Source information:

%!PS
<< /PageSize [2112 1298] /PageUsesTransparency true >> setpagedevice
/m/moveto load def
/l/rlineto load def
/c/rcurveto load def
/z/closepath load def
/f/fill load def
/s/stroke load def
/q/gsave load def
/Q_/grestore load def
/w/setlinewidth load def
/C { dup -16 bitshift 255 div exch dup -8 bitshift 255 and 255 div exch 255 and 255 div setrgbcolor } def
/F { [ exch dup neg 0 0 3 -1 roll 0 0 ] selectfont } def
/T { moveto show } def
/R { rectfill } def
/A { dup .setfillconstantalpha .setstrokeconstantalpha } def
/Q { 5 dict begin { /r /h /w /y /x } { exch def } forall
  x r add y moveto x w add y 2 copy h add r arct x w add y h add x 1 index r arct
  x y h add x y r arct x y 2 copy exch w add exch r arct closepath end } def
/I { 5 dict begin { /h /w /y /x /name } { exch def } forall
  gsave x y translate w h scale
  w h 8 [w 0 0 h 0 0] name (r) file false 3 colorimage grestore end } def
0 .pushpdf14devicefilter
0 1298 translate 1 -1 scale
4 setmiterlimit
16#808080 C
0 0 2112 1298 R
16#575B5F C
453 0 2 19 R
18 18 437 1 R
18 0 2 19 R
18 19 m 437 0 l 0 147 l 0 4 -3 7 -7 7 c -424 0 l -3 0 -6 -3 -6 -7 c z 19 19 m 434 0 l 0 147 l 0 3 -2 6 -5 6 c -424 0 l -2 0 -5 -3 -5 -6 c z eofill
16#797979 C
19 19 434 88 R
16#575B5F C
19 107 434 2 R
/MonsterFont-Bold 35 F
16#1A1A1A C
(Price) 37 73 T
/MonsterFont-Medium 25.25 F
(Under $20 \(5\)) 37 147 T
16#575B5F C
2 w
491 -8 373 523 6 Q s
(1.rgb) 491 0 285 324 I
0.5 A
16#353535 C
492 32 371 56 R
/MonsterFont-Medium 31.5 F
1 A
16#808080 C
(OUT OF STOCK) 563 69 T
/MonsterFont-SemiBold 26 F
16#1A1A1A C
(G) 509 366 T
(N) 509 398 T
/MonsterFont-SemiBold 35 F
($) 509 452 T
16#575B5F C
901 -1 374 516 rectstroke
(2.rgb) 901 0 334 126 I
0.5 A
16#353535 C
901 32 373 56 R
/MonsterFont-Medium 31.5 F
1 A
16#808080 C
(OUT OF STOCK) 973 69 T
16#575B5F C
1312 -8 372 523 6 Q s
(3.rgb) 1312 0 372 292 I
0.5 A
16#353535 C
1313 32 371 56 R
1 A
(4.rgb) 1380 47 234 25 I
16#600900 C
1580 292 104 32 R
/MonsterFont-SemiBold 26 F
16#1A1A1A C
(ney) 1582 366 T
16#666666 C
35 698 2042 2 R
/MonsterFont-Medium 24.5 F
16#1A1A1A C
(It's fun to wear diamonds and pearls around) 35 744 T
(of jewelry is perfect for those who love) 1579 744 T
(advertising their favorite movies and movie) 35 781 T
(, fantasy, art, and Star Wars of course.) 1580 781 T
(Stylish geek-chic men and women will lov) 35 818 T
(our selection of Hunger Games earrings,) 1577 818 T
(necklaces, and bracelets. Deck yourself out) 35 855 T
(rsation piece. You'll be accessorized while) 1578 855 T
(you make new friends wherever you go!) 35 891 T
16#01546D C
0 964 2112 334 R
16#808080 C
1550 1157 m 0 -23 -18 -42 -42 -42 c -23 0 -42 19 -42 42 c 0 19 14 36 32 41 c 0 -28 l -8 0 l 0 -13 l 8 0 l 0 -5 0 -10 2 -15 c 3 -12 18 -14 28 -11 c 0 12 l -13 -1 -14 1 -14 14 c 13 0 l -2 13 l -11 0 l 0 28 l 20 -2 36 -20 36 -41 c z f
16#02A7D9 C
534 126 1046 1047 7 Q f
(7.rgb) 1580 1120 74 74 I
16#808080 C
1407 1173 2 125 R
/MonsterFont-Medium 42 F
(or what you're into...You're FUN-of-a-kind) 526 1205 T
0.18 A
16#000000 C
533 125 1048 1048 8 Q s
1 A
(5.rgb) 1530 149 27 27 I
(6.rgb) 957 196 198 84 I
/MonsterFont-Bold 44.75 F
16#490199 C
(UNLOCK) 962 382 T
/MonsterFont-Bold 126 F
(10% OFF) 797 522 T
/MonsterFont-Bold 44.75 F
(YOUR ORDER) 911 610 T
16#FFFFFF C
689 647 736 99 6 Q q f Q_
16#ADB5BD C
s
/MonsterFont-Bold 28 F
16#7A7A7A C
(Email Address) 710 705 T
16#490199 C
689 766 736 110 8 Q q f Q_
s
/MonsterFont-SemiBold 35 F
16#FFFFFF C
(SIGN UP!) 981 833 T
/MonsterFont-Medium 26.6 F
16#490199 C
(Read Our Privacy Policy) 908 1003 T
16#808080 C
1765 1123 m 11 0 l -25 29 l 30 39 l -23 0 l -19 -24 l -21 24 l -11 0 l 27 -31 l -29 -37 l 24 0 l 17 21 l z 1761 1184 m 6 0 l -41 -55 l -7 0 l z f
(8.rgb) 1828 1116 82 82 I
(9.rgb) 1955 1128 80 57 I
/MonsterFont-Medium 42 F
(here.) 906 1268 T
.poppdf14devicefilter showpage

Required work: From the records above, return each line that includes "scale".

Solution to this exercise:
  gsave x y translate w h scale
0 1298 translate 1 -1 scale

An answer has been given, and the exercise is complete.